We might then be unwilling to solely rely on collective incentives, which cannot properly account for the risk differentiation between consolidated and non consolidated validators, itself an individual anti-consolidation incentive. On the other hand, we are hesitant to use individual consolidation incentives, because differentiated rewards threaten our goal of solo staking viability. Faced with this dilemma, a potential approach to mitigate the consequences on solo staking viability is to try to set individual consolidation incentives that just offset the added risk from consolidation. The goal is for risk-adjusted rewards to be roughly equivalent for consolidated and non consolidated validators, so that the available choices of higher risk, higher reward and lower risk, lower rewards are similarly attractive. In particular, it is then at least in principle possible (though not guaranteed) to have a validator set where both setups coexist, so that we can aspire to both have a high consolidation ratio and solo staking viability.

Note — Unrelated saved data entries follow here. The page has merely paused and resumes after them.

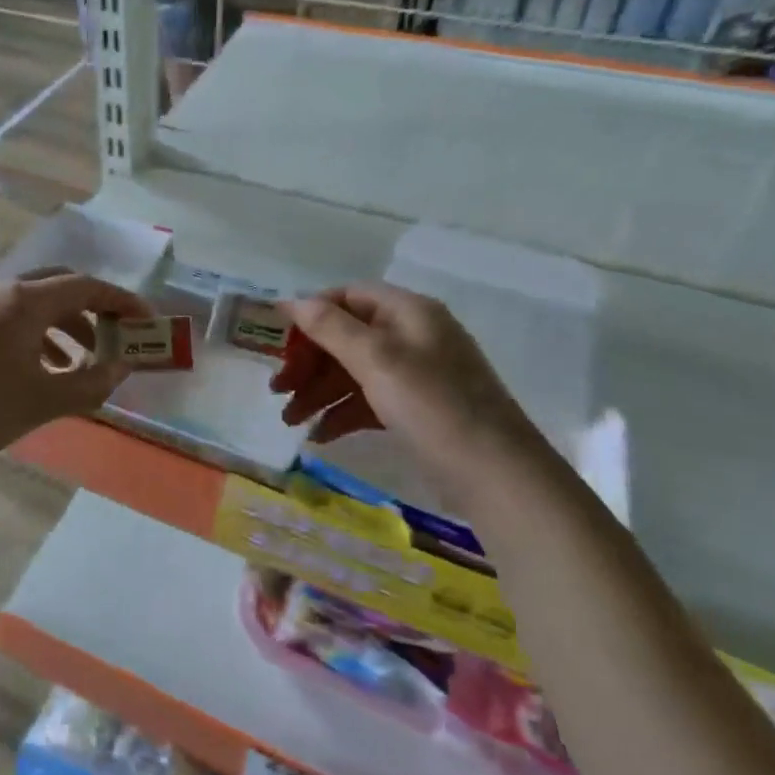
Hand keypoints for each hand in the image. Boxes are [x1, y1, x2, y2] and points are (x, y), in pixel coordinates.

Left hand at [0, 268, 150, 480]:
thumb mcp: (44, 401)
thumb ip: (93, 382)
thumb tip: (122, 367)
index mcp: (23, 300)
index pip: (86, 286)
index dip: (122, 302)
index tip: (147, 321)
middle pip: (59, 286)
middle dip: (93, 310)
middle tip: (115, 338)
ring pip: (32, 303)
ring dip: (64, 326)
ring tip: (81, 365)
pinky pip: (8, 317)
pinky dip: (35, 335)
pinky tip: (41, 370)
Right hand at [271, 283, 549, 499]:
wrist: (497, 476)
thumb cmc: (434, 407)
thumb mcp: (378, 361)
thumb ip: (331, 328)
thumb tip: (290, 300)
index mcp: (409, 313)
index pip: (347, 297)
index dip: (310, 314)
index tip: (276, 342)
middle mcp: (413, 336)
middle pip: (346, 337)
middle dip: (309, 362)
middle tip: (278, 390)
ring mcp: (416, 375)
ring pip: (354, 372)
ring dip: (319, 392)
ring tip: (289, 420)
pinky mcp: (417, 410)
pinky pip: (369, 401)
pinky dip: (342, 413)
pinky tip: (320, 435)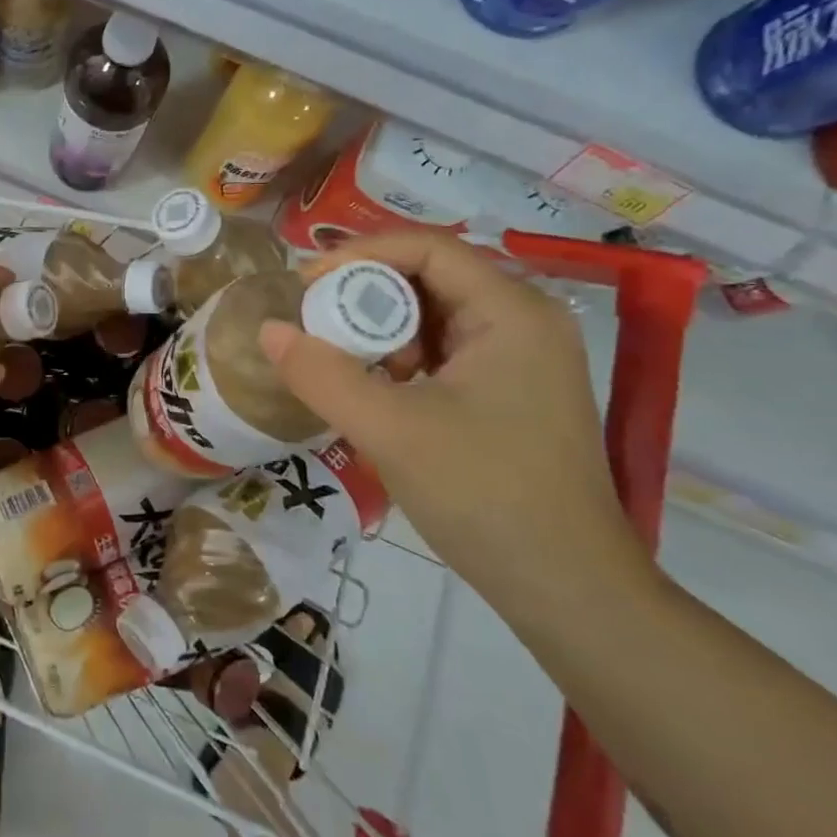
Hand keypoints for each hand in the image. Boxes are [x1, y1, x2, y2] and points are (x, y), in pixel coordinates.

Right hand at [258, 232, 651, 607]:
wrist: (568, 589)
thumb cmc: (484, 495)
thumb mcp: (389, 430)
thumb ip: (322, 375)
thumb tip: (268, 330)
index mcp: (511, 312)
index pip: (427, 247)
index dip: (359, 254)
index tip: (305, 284)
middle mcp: (525, 321)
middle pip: (431, 276)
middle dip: (366, 294)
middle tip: (315, 323)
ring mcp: (523, 358)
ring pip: (435, 315)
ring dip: (382, 329)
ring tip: (343, 362)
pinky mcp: (513, 391)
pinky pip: (446, 350)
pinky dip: (403, 358)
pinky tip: (377, 390)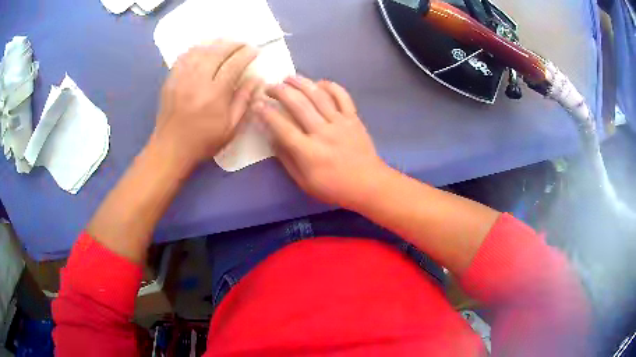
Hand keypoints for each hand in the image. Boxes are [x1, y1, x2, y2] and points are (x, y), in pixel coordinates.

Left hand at [153, 41, 260, 169]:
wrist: (170, 148)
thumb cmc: (203, 141)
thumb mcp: (230, 128)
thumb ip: (244, 100)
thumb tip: (257, 79)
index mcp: (214, 94)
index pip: (233, 64)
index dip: (246, 54)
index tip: (255, 50)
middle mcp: (197, 81)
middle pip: (217, 52)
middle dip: (233, 44)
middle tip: (243, 43)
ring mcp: (181, 78)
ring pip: (200, 50)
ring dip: (216, 43)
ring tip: (226, 42)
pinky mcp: (171, 79)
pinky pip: (184, 56)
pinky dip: (196, 48)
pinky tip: (204, 48)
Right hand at [253, 76, 389, 207]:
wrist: (368, 184)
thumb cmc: (334, 187)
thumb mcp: (304, 182)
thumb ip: (287, 159)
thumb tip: (273, 138)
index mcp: (309, 153)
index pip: (282, 127)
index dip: (267, 114)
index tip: (256, 104)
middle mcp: (323, 133)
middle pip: (298, 105)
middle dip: (280, 92)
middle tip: (269, 86)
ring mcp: (340, 123)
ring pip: (318, 96)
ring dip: (301, 83)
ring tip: (288, 77)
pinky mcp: (353, 118)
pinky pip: (342, 96)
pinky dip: (330, 86)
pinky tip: (318, 82)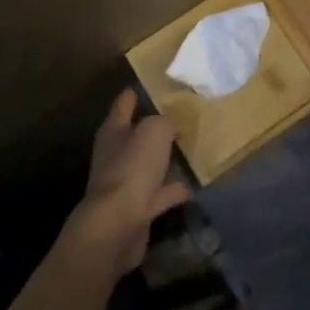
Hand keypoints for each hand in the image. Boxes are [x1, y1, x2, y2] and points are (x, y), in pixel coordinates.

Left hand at [67, 89, 191, 272]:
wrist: (117, 225)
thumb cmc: (132, 168)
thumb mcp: (155, 131)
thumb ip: (165, 121)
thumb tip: (171, 124)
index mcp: (114, 129)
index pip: (125, 102)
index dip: (138, 91)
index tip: (159, 83)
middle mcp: (116, 153)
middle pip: (138, 133)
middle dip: (157, 125)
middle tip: (185, 115)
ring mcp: (125, 181)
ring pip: (150, 163)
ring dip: (167, 158)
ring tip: (194, 147)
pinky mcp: (137, 207)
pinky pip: (160, 192)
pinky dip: (175, 188)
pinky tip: (195, 184)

Concretely, here’s a way we could go about this. Given the base yield y(D_a, D) = \frac{I(D_a, D)}{D}, we can adjust the yield of a validator with S stake to be y(D_a, D)(1 + \frac{\min(S,T)}{T}g(\frac{D_a}{D})), where g(x) is decreasing and g(1) = 0. In other words, a validator with S stake gets additional consolidation yield y_c(D_a, D, S) = \frac{\min(S,T)}{T}g(\frac{D_a}{D})y(D_a, D), or equivalently its yield increases by a factor of \frac{\min(S,T)}{T}g(\frac{D_a}{D}), up to g(\frac{D_a}{D}) for fully consolidated validators with S = T. This factor decreases as \frac{D_a}{D} grows, because there are diminishing returns to further consolidation (same reason why the staking yield falls as the total deposit size grows). In particular, it falls all the way to 0 if \frac{D_a}{D} goes to 1, restoring the base yield y(D_a, D) for everyone, and generally making the rewards less and less differentiated as more consolidation occurs. The idea is that an equilibrium will be reached where g(\frac{D_a}{D}) just about compensates for the additional risk from consolidating, and further consolidation is not incentivized. We can even set g to reach 0 at some lower level of consolidation that we are happy with, leaving more space for staking with non consolidated validators to be economically viable. For example, if g(0.8) = 0, then a validator with 32 ETH gets the same yield, and less risk, as a validator with 1024 ETH, even if 20% of the stake is made up of 32 ETH validators.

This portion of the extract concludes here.